One could feasibly appreciate the appreciation of the appreciation of the appreciation of the appreciation of the appreciation of the appreciation of the appreciation of the appreciation ...
[ad nauseum]. 

Whether this be a logical asymptote with little to no appreciable significance in your daily experience, or the intersection of Earth St. & Nirvana Blvd., the Truth is, its curious as all hell to ponder 'bout. 
I dig it. 

I read [allusions to] something of this [maybe] in Beckett. 

Sunday, February 10, 2013

Triumvirate of the Senses

As I'm nearing the end of Malone Dies and about the embark on our third Beckett story, I'm thinking about how the narrative of Malone Dies can alter my performance.
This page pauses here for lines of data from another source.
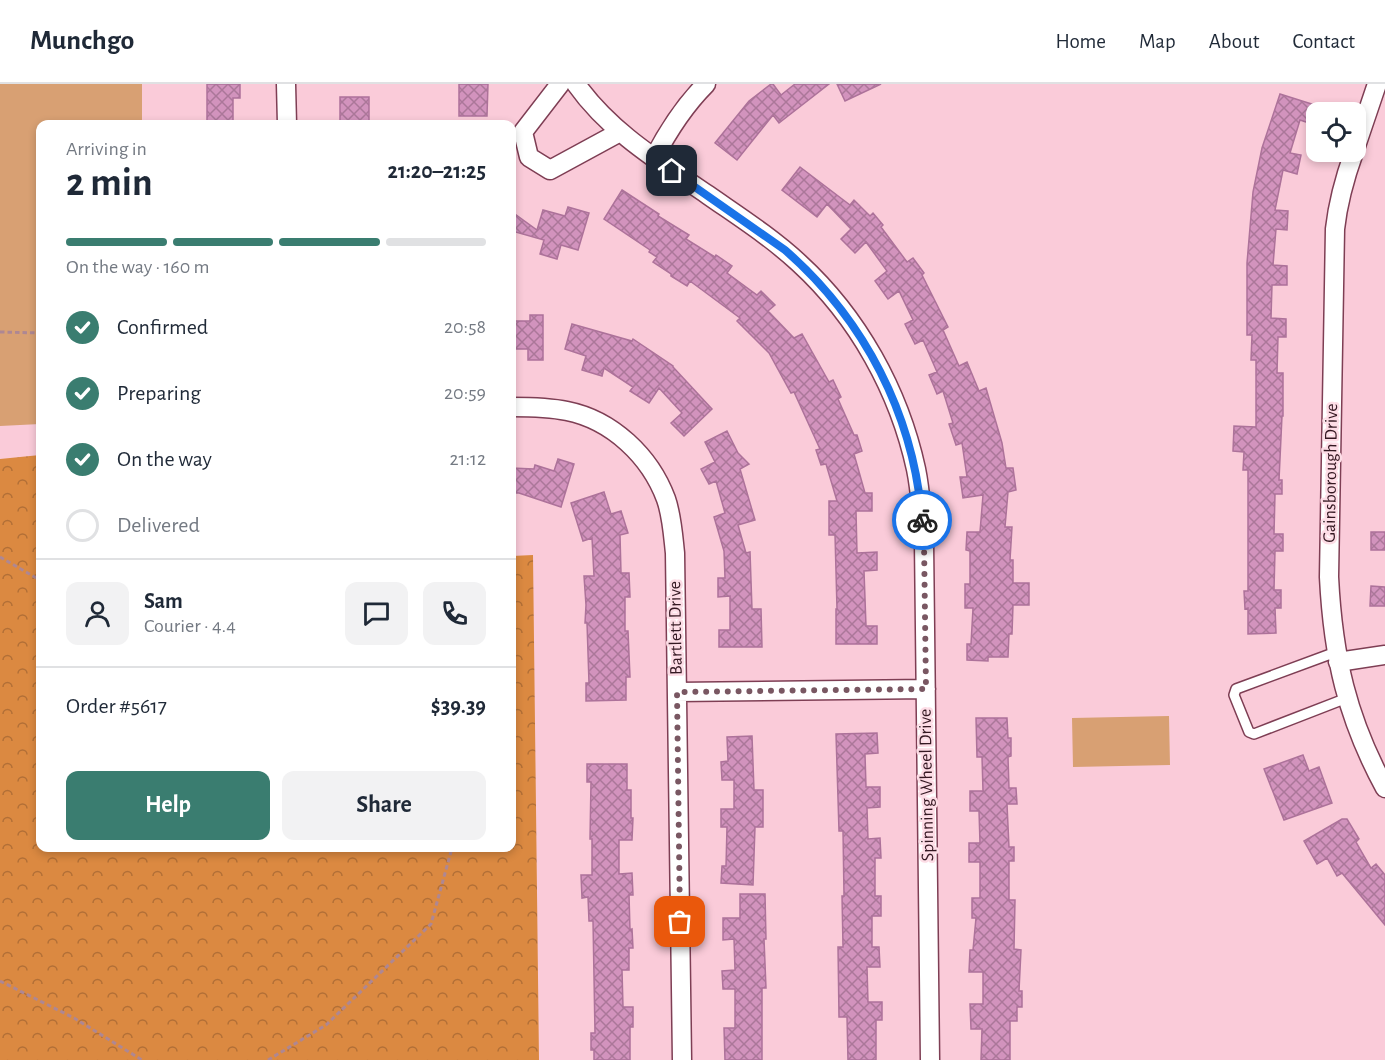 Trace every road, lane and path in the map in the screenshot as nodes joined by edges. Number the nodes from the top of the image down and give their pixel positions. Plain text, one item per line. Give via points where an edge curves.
1 (286, 84) edge
2 (560, 84) edge
3 (576, 84) edge
4 (706, 84) edge
5 (1378, 84) edge
6 (1385, 87) edge
7 (1366, 118) edge
8 (287, 120) edge
9 (620, 132) junction
10 (654, 158) junction
11 (1351, 162) edge
12 (0, 332) edge
13 (36, 333) edge
14 (516, 407) edge
15 (0, 557) edge
16 (36, 578) edge
17 (1385, 655) edge
18 (1337, 657) junction
19 (926, 689) junction
20 (677, 692) junction
21 (1347, 698) junction
22 (1385, 789) edge
23 (451, 852) edge
24 (0, 981) edge
25 (142, 1060) edge
26 (268, 1060) edge
27 (682, 1060) edge
28 (930, 1060) edge

1 - 8 street
2 - 9 street via 523,132 529,158 550,170
3 - 9 street, Spinning Wheel Drive
4 - 10 street via 681,113
5 - 6 street
5 - 7 street
9 - 10 street, Spinning Wheel Drive
10 - 19 street, Spinning Wheel Drive via 799,263 843,311 882,373 906,433 920,496
11 - 18 street, Gainsborough Drive via 1335,229 1329,577
12 - 13 path
14 - 20 street, Bartlett Drive via 568,411 604,425 634,449 660,484 675,553
15 - 16 path
17 - 18 street
18 - 21 street, Gainsborough Drive
18 - 21 lane via 1236,689 1234,695 1249,732 1254,734
19 - 20 street
19 - 28 street, Spinning Wheel Drive
20 - 27 street, Bartlett Drive
21 - 22 street, Gainsborough Drive via 1360,737
23 - 26 path via 431,924 326,1025
24 - 25 path via 74,1018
In my last version, based solely on Molloy, I attempted to explore the use of senses in the story; Molloy emphasizes a lot of sound and smell in his narrative. This time around, I'm looking into the latter as a part of my performance to accentuate this duality. Additionally, with the inclusion of Malone Dies, I'm bringing in another sense: touch. As Malone says, "My sight and hearing are very bad, on the vast main no light but reflected gleams," I was interested in how Malone explores his other senses to detect his surroundings. He does talk about sound (how cumulatively the sounds of make up a kind of "buzzing"), but I was struck by his relationship to his belongings through the sense of touch. As they seem to anchor Malone to the outside world and preserve part of his humanity, his sensitivity to them, and how they work as a stimuli, is very significant to his character. I'm hoping to include this aspect of the senses in my performance. Finally, after reading The Unnamable, I'm hoping to channel another part of the senses to make up some sort of reigning triumvirate - one that can embody a written narrative through other sensory mediums.

One thing I did want to bring a part from my performance is a passage on page 232 (in my blue-cover version): "Incommoded by the rain pouring into his hat through the crack, Macmann took it off and laid it on his temple, that is to say turned his head and pressed his cheek to the ground.." This whole section I believed really linked itself nicely to Molloy, and really reminded my of Tania's performance. I think the two could be married, or synthesized, through performance really nicely. Thoughts?

Wednesday, February 6, 2013

Symmetry and Ambiguity in Molloy

Beckett seems to be obsessed with affirmations and negations that directly follow one another. Molloy, for example, lives in a liminal space between opposites. He states a fact or observation only to immediately negate it. The identities of those around him are not fixed, and he makes a point of consistently changing their names throughout the narrative in order to emphasize their shifting nature.

This structure made me have to choose my own reality in the story--the places, the names, etc, but even after having made a choice I found myself flopping back and forth between one reality and another. For instance: Was it raining or not? Was it midnight or not? After thinking that I had made a choice for raining and midnight (since Beckett had already planted these images in my head) I could not comfortably imagine the scene since the negations kept popping up in my head. I found myself in a doubtful state reminiscent of Molloy's confusion.

Two quotes I found particularly interesting: "I always had a mania for symmetry" (79), and "But I would rather not affirm anything on this subject" (59). Molloy's mania for symmetry may partly explain his inability of providing a conclusive fact, since he must also provide an opposite in order to balance the symmetry.

Beckett also plays with the ambiguity surrounding the identity of Molloy--is he Moran at a different time? Did Moran make him up as a symbol of his decaying sanity?